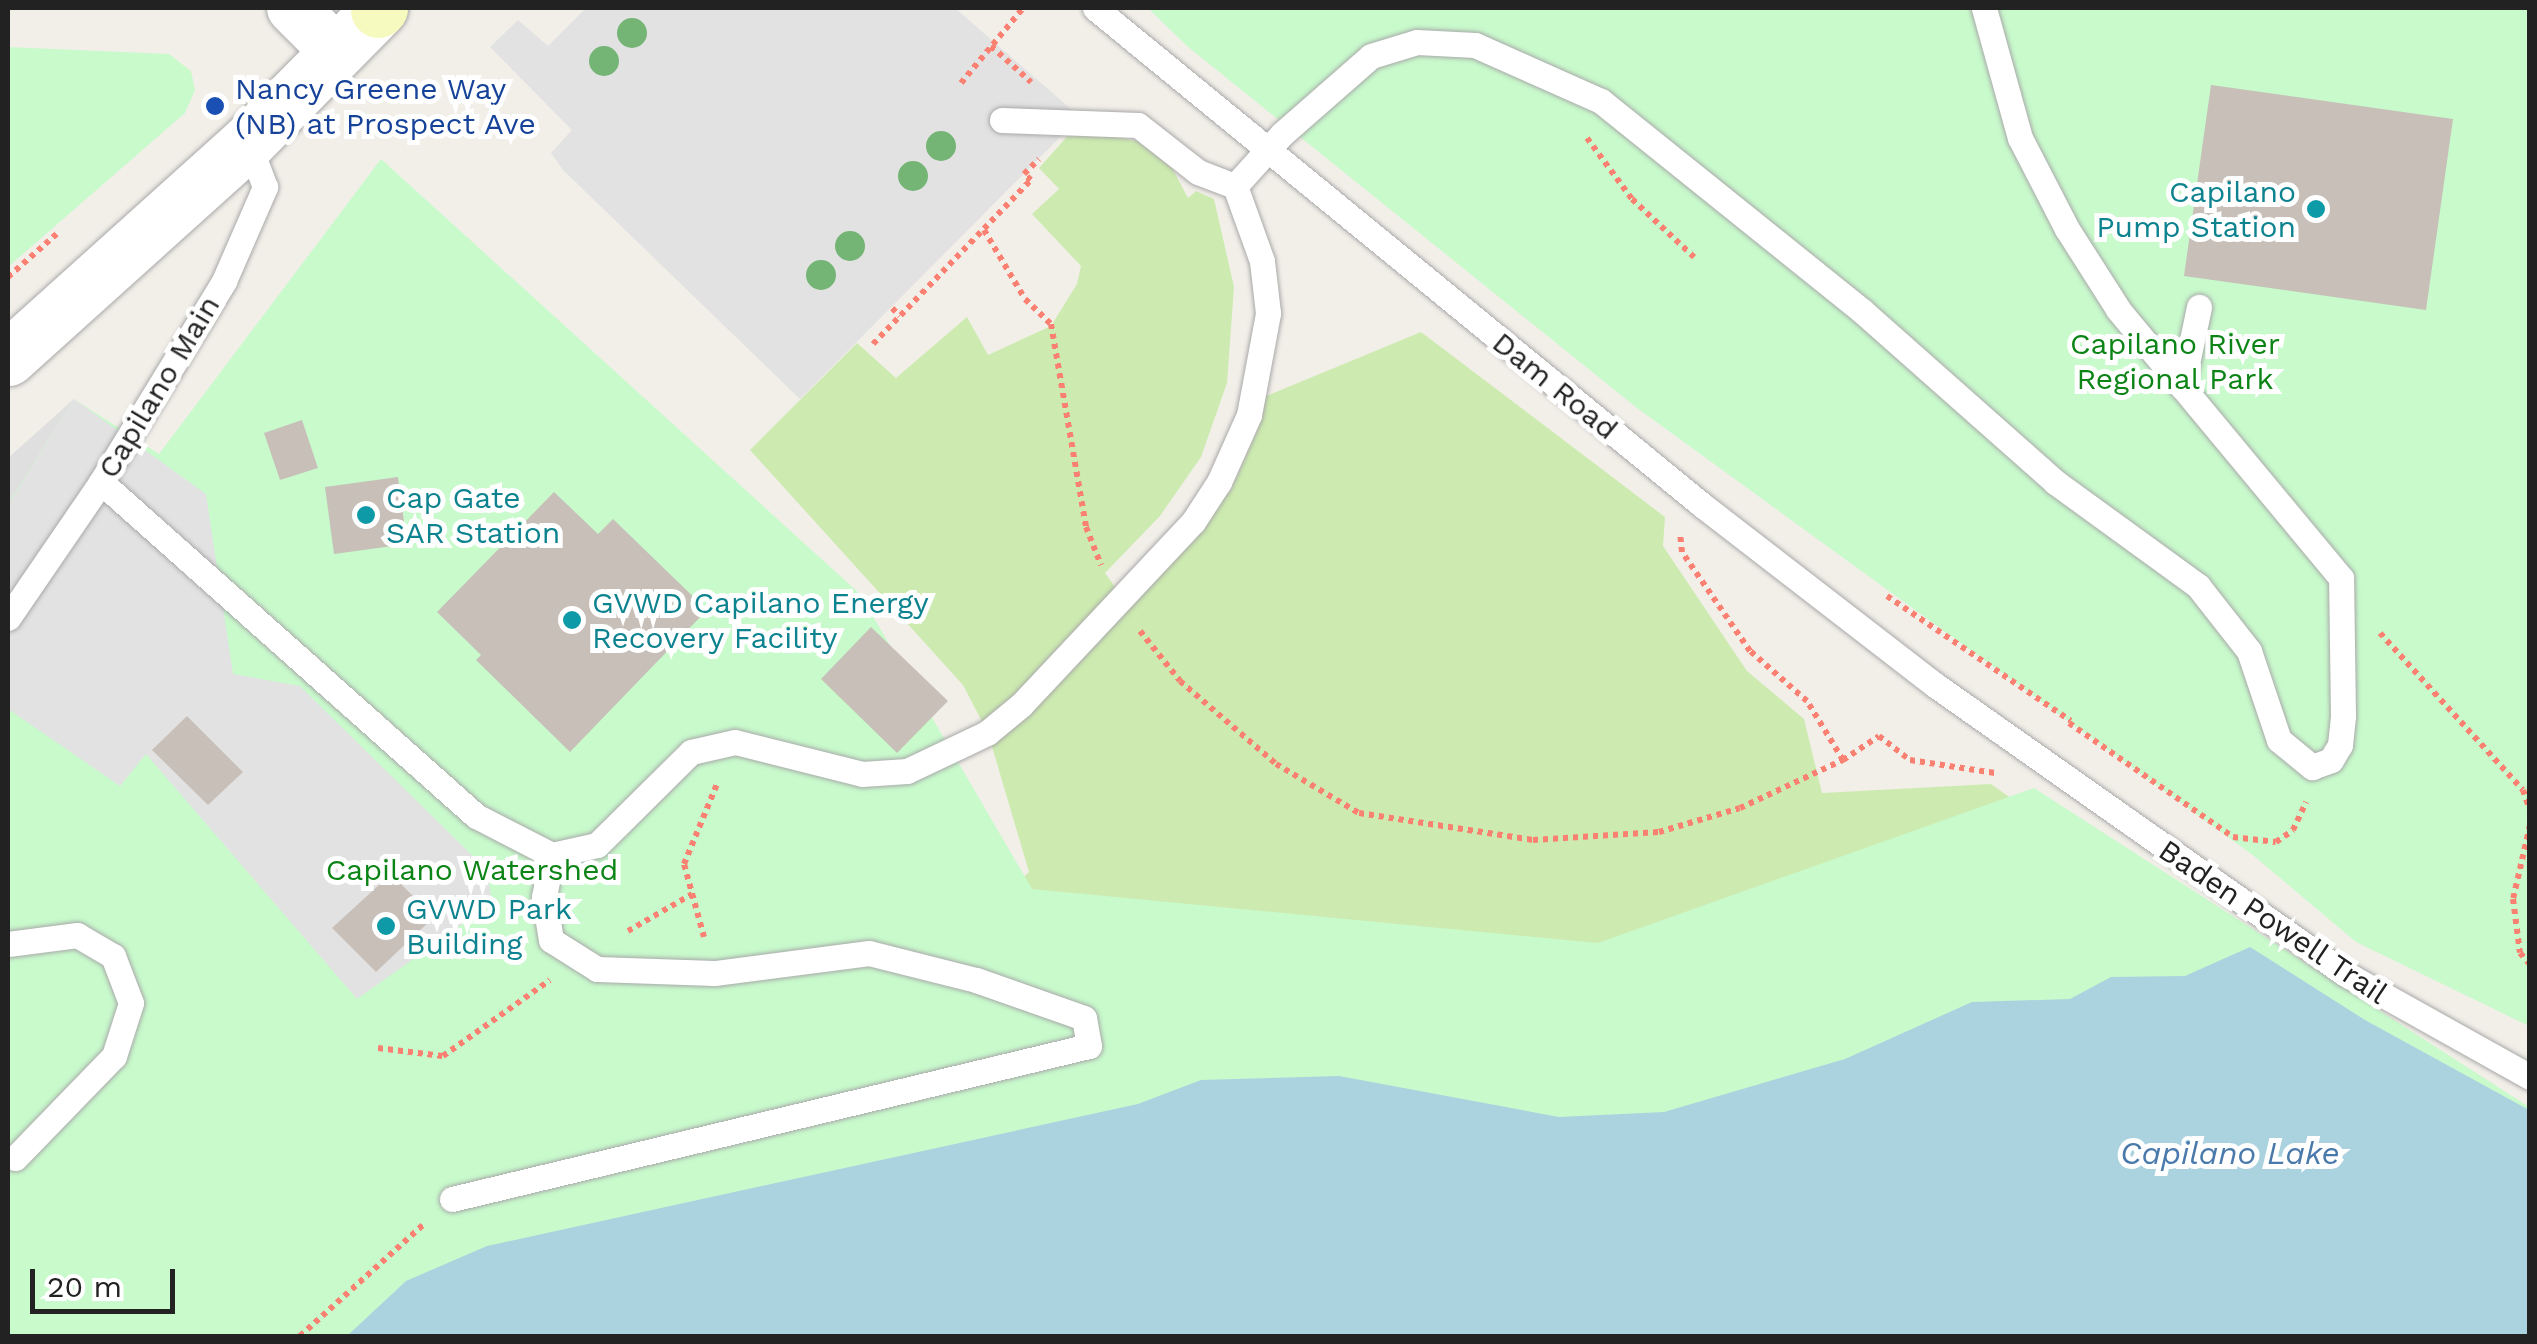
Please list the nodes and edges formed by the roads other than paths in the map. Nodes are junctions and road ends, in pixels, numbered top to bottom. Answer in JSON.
{"nodes":[{"id":1,"x":294,"y":8,"type":"edge"},
{"id":2,"x":1095,"y":8,"type":"edge"},
{"id":3,"x":1984,"y":8,"type":"edge"},
{"id":4,"x":379,"y":9,"type":"edge"},
{"id":5,"x":338,"y":52,"type":"junction"},
{"id":6,"x":1002,"y":120,"type":"dead end"},
{"id":7,"x":248,"y":142,"type":"junction"},
{"id":8,"x":1268,"y":152,"type":"junction"},
{"id":9,"x":1235,"y":186,"type":"junction"},
{"id":10,"x":2200,"y":307,"type":"dead end"},
{"id":11,"x":8,"y":358,"type":"edge"},
{"id":12,"x":2182,"y":387,"type":"junction"},
{"id":13,"x":101,"y":482,"type":"junction"},
{"id":14,"x":8,"y":618,"type":"edge"},
{"id":15,"x":2026,"y":751,"type":"joint"},
{"id":16,"x":552,"y":856,"type":"junction"},
{"id":17,"x":8,"y":944,"type":"edge"},
{"id":18,"x":2530,"y":1077,"type":"edge"},
{"id":19,"x":14,"y":1158,"type":"dead end"},
{"id":20,"x":452,"y":1199,"type":"road end"}],
"edges":[{"from":1,"to":5,"type":"street"},
{"from":2,"to":8,"type":"lane","name":"Dam Road"},
{"from":3,"to":12,"type":"lane"},
{"from":4,"to":5,"type":"street"},
{"from":5,"to":7,"type":"street"},
{"from":6,"to":9,"type":"lane"},
{"from":7,"to":11,"type":"street"},
{"from":7,"to":13,"type":"lane","name":"Capilano Main"},
{"from":8,"to":9,"type":"lane"},
{"from":8,"to":12,"type":"lane"},
{"from":8,"to":15,"type":"lane","name":"Dam Road"},
{"from":9,"to":16,"type":"lane"},
{"from":10,"to":12,"type":"lane"},
{"from":13,"to":14,"type":"lane","name":"Capilano Main"},
{"from":13,"to":16,"type":"lane"},
{"from":15,"to":18,"type":"lane","name":"Baden Powell Trail"},
{"from":16,"to":20,"type":"lane"},
{"from":17,"to":19,"type":"lane"}]}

================================

• [EXERCISE OBJECTIVE]: Output each entry above word for word. The pictures stay out.

• [EXPECTED OUTPUT]:
Please list the nodes and edges formed by the roads other than paths in the map. Nodes are junctions and road ends, in pixels, numbered top to bottom. Answer in JSON.
{"nodes":[{"id":1,"x":294,"y":8,"type":"edge"},
{"id":2,"x":1095,"y":8,"type":"edge"},
{"id":3,"x":1984,"y":8,"type":"edge"},
{"id":4,"x":379,"y":9,"type":"edge"},
{"id":5,"x":338,"y":52,"type":"junction"},
{"id":6,"x":1002,"y":120,"type":"dead end"},
{"id":7,"x":248,"y":142,"type":"junction"},
{"id":8,"x":1268,"y":152,"type":"junction"},
{"id":9,"x":1235,"y":186,"type":"junction"},
{"id":10,"x":2200,"y":307,"type":"dead end"},
{"id":11,"x":8,"y":358,"type":"edge"},
{"id":12,"x":2182,"y":387,"type":"junction"},
{"id":13,"x":101,"y":482,"type":"junction"},
{"id":14,"x":8,"y":618,"type":"edge"},
{"id":15,"x":2026,"y":751,"type":"joint"},
{"id":16,"x":552,"y":856,"type":"junction"},
{"id":17,"x":8,"y":944,"type":"edge"},
{"id":18,"x":2530,"y":1077,"type":"edge"},
{"id":19,"x":14,"y":1158,"type":"dead end"},
{"id":20,"x":452,"y":1199,"type":"road end"}],
"edges":[{"from":1,"to":5,"type":"street"},
{"from":2,"to":8,"type":"lane","name":"Dam Road"},
{"from":3,"to":12,"type":"lane"},
{"from":4,"to":5,"type":"street"},
{"from":5,"to":7,"type":"street"},
{"from":6,"to":9,"type":"lane"},
{"from":7,"to":11,"type":"street"},
{"from":7,"to":13,"type":"lane","name":"Capilano Main"},
{"from":8,"to":9,"type":"lane"},
{"from":8,"to":12,"type":"lane"},
{"from":8,"to":15,"type":"lane","name":"Dam Road"},
{"from":9,"to":16,"type":"lane"},
{"from":10,"to":12,"type":"lane"},
{"from":13,"to":14,"type":"lane","name":"Capilano Main"},
{"from":13,"to":16,"type":"lane"},
{"from":15,"to":18,"type":"lane","name":"Baden Powell Trail"},
{"from":16,"to":20,"type":"lane"},
{"from":17,"to":19,"type":"lane"}]}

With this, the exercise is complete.